Mendota’s online design tool allows its dealers to create virtual fireplaces from these hundreds of options. The company soon will be adding three new linear models, including a new 72-inch model. “Our goal is to offer high-efficiency, heater-rated appliances,” Schinnerer says. “We offer single-sided fireplaces rather than less efficient, decorative-rated, see-through or three-sided models. The sales percentages of those styles are not yet large enough for us to consider.

“We build our fireplaces and inserts with a ‘wood stove’ mentality – heavy-gauge steel to retain heat, reduce noise, and ‘oil canning’ during start up and cool down. We combine more than 100 years of gas technology with craftsmanship, quality materials, and innovative product development to offer high-end, top-quality models.”

“And we believe we offer the industry’s best-looking flames,” adds Bill O’Donnell.

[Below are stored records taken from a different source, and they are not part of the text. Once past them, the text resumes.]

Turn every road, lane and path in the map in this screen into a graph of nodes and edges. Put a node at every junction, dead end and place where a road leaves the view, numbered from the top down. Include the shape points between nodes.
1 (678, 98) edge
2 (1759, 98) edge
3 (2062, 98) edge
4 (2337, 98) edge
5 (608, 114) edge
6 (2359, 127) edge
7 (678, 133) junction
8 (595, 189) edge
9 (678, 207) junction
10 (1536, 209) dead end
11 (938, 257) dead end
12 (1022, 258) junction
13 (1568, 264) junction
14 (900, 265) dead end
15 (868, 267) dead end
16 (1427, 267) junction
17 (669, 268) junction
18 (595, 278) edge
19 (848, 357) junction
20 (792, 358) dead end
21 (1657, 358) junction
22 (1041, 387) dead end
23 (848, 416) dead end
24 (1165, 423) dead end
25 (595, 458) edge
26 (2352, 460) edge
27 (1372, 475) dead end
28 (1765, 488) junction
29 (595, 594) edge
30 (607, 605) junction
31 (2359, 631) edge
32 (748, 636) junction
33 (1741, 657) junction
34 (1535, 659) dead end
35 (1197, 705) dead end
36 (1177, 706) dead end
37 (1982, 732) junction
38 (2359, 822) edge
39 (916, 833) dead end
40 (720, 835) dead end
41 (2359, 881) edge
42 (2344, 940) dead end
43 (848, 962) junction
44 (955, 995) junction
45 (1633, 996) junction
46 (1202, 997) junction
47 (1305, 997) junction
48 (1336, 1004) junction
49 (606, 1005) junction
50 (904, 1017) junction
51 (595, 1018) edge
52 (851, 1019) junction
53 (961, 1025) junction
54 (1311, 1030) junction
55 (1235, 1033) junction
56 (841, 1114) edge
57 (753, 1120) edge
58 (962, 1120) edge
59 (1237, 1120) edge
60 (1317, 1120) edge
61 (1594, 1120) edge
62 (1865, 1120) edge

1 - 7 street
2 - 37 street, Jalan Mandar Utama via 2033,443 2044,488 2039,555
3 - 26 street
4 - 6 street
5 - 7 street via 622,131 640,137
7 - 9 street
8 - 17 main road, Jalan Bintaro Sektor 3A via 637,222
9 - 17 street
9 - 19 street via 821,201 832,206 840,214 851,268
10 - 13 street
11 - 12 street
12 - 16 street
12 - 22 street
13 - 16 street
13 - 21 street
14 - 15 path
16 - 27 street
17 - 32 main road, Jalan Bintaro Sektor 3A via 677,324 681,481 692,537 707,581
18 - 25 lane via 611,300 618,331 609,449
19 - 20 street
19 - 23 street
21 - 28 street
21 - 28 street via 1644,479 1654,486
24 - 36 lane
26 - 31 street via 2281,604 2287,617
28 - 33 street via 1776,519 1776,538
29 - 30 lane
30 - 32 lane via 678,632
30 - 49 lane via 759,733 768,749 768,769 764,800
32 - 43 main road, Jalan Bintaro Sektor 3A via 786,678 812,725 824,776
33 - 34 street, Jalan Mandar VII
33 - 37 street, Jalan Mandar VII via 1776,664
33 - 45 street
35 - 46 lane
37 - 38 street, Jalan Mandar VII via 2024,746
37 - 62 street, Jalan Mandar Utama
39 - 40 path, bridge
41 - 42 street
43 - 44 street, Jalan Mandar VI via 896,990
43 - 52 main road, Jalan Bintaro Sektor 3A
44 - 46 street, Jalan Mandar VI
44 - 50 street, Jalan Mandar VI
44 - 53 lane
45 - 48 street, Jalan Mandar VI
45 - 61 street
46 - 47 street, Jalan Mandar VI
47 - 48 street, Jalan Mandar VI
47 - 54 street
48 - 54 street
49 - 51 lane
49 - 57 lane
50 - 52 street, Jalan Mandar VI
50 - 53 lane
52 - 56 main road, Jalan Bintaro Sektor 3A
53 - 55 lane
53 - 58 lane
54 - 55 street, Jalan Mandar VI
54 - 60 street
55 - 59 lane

Mendota focuses solely on specialty hearth dealers in the U.S. and Canada, according to Schinnerer. “We want a direct line of communications with our retail partners,” he says. “By taking the middle man out of the mix, it gives us a better ability to support them. That’s important to us.”

With the very broad range of shapes, sizes, features, and options in the Mendota line, Schinnerer says dealer training is critical to the success of Mendota’s dealers. “We don’t talk a ton about Btus and technical things on the retail sales floor, but we train our dealers to be able to communicate to their customers the variety we offer and how we can tailor products to fit their homes and their wants.”

Conducting a quality check on an
antique copper door.

Mendota does not sell directly to homebuilders, but encourages its dealers to work with builders, designers, and architects. “Traditionally, tract builders are looking for price points we don’t offer,” explains Schinnerer. “We and our dealers look more for builders of larger, custom homes, those building 10 or 15 homes a year rather than 1,500 a year.” The company also hosts roundtables for designers, architects, and builders to demonstrate to them the very wide range of product design options Mendota offers.

“We’ve recently made some changes in our staff, and those changes are working out wonderfully,” says Bill O’Donnell. “We’ve expanded our Operations, Sales and Marketing teams, and that collaborative effort with the rest of our company is bearing fruit.” O’Donnell also points out that the company has hired more women, another move he describes as “great.”

With a very broad and strong line of today’s most popular gas hearth product categories, Mendota Hearth continues to do its own thing in a quiet way that is bringing more innovative products and more options to its dealers. That all adds up to success in the marketplace.